After crowning Ramirez and Jose Reyes the cornerstones of their new look franchise, the Marlins completed a trade that sent Hanley Ramirez and the entire remainder of his contract to the Los Angeles Dodgers for a young starting pitcher, and a minor leaguer. It was the third move in a business week that saw the Marlins drop more than $20 million dollars of salary.

The Marlins are underachieving and the fans aren’t showing up. So, to cover themselves financially, the Marlins’ front office is trashing the team. But what’s more interesting than the Marlins’ struggles themselves is fact that the team on the other end of this deal just finished going through one of the worst financial debacles in baseball history.

Frank McCourt drove the Dodgers so far into the ground last year that Bud Selig took the team away from him in the middle of the season.
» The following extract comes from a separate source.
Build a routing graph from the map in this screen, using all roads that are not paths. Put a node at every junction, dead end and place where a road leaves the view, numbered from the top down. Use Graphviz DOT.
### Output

Fans had no interest in coming to games from the very beginning of the season because McCourt spent the previous offseason dumping salary in order to make payroll. Things changed in Los Angeles the moment that McCourt left, but the proverbial turning of the corner came when new Dodgers’ chairman Mark Walter said the following to the Los Angeles Times last week.

“I’m not trying to save a dollar, I’d rather say we have a great team and maybe spend a little too much.”
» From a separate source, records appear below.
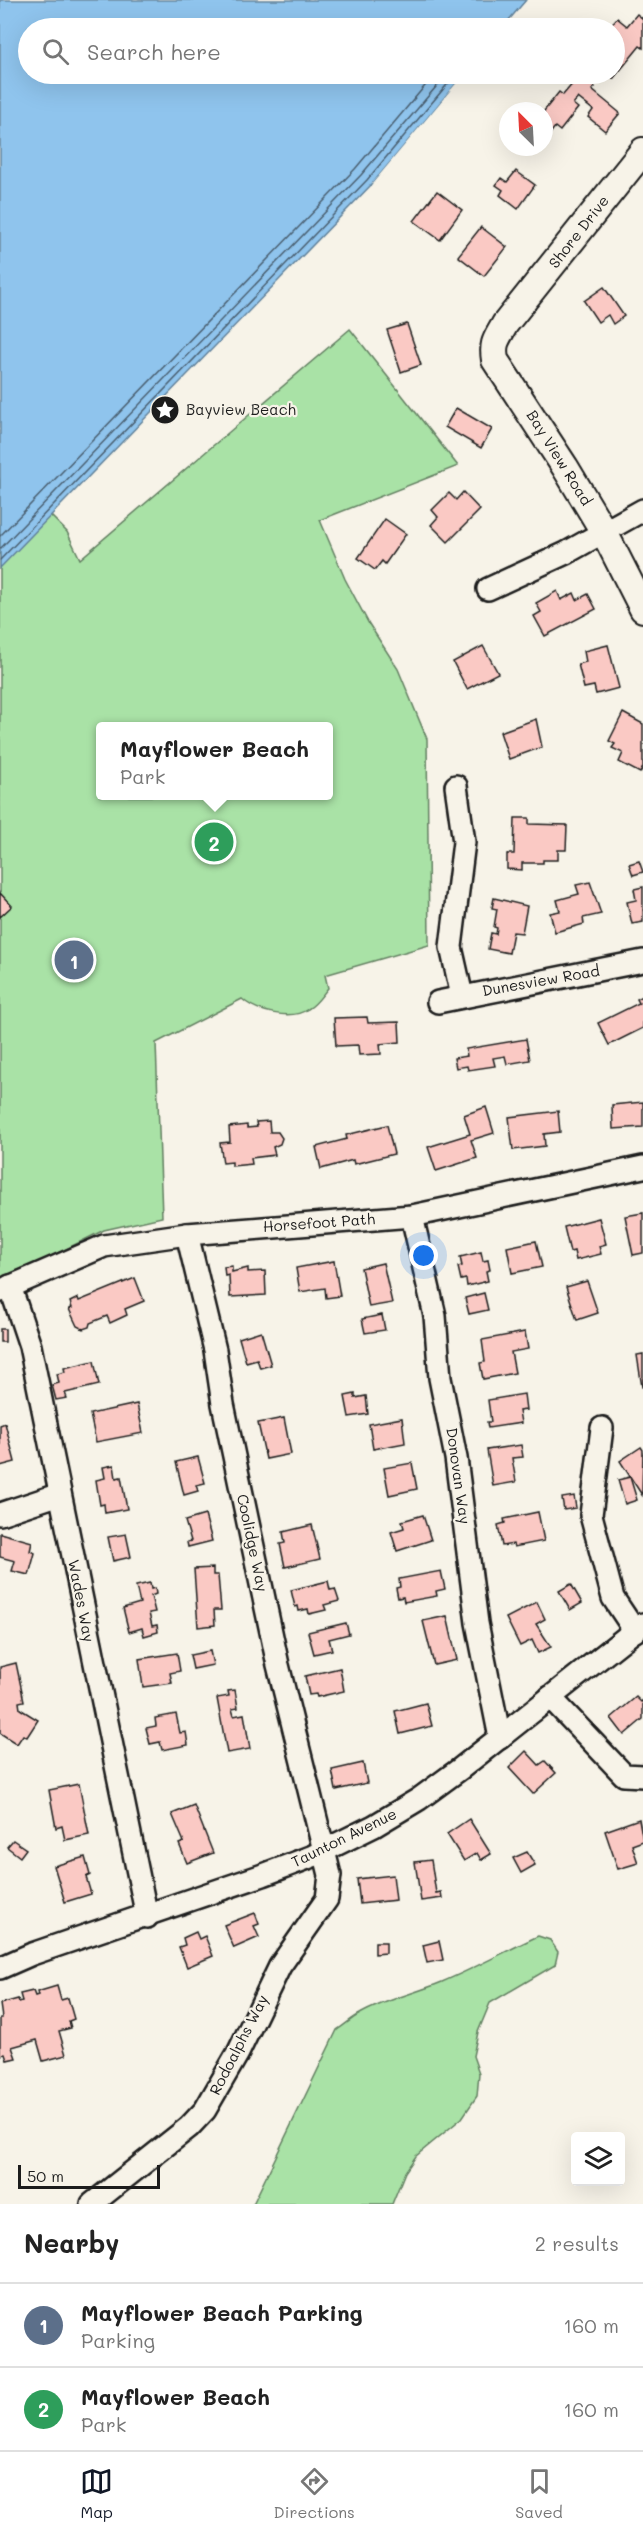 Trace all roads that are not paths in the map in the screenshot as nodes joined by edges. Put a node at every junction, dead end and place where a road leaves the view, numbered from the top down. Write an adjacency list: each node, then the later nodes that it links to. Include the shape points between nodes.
1 (643, 151): 2 (street, Shore Drive)
2 (516, 313): 4 (street, Bay View Road, via 494,343 495,360)
3 (643, 510): 4 (street)
4 (604, 532): 5 (street); 6 (street, Bay View Road)
5 (488, 589)
6 (643, 609)
7 (456, 786): 9 (street, via 464,842 451,946)
8 (643, 961): 9 (street, Dunesview Road)
9 (462, 996): 10 (street, Dunesview Road)
10 (438, 1002)
11 (643, 1167): 12 (street, Horsefoot Path)
12 (412, 1216): 13 (street, Horsefoot Path); 20 (street, Donovan Way, via 435,1317 440,1378 456,1458 477,1623)
13 (187, 1234): 14 (street, Horsefoot Path, via 104,1246); 22 (street, Coolidge Way, via 215,1350 278,1665)
14 (5, 1289): 16 (street, Wades Way, via 30,1346)
15 (602, 1428): 18 (street, via 591,1515 612,1598)
16 (60, 1494): 17 (street); 23 (street, Wades Way)
17 (0, 1514)
18 (639, 1628): 19 (street, Taunton Avenue)
19 (550, 1697): 20 (street, Taunton Avenue); 21 (street, via 624,1776)
20 (500, 1738): 22 (street, Taunton Avenue, via 419,1799)
21 (643, 1776)
22 (324, 1851): 23 (street, Taunton Avenue); 25 (street, Rodoalphs Way, via 330,1875 327,1899 280,1966 211,2100 189,2127)
23 (147, 1917): 24 (street, Taunton Avenue)
24 (0, 1968)
25 (92, 2204)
One week later, the Dodgers have Hanley Ramirez, who is finally playing for a contending team (this often reinvigorates veteran players in any sport). It’s not just a sign that times are changing, it’s a sign of good management.

Financial success in baseball is not a chicken or egg debate. If you make it clear that you are trying to build a winner, the fans will show up. If you don’t, they won’t. It’s that simple. No one cares what your franchise looks like behind the scenes, no one cares about your tropical home run mosaic thing and no one cares about front office people. In fact, they only care about front office people when front office people get in the way, and that’s the wrong kind of caring to hope to obtain.

Baseball teams go through cycles like this, but the approach that Marlins’ ownership has taken leads me to believe that this turnaround will take a little longer than that of the Dodgers.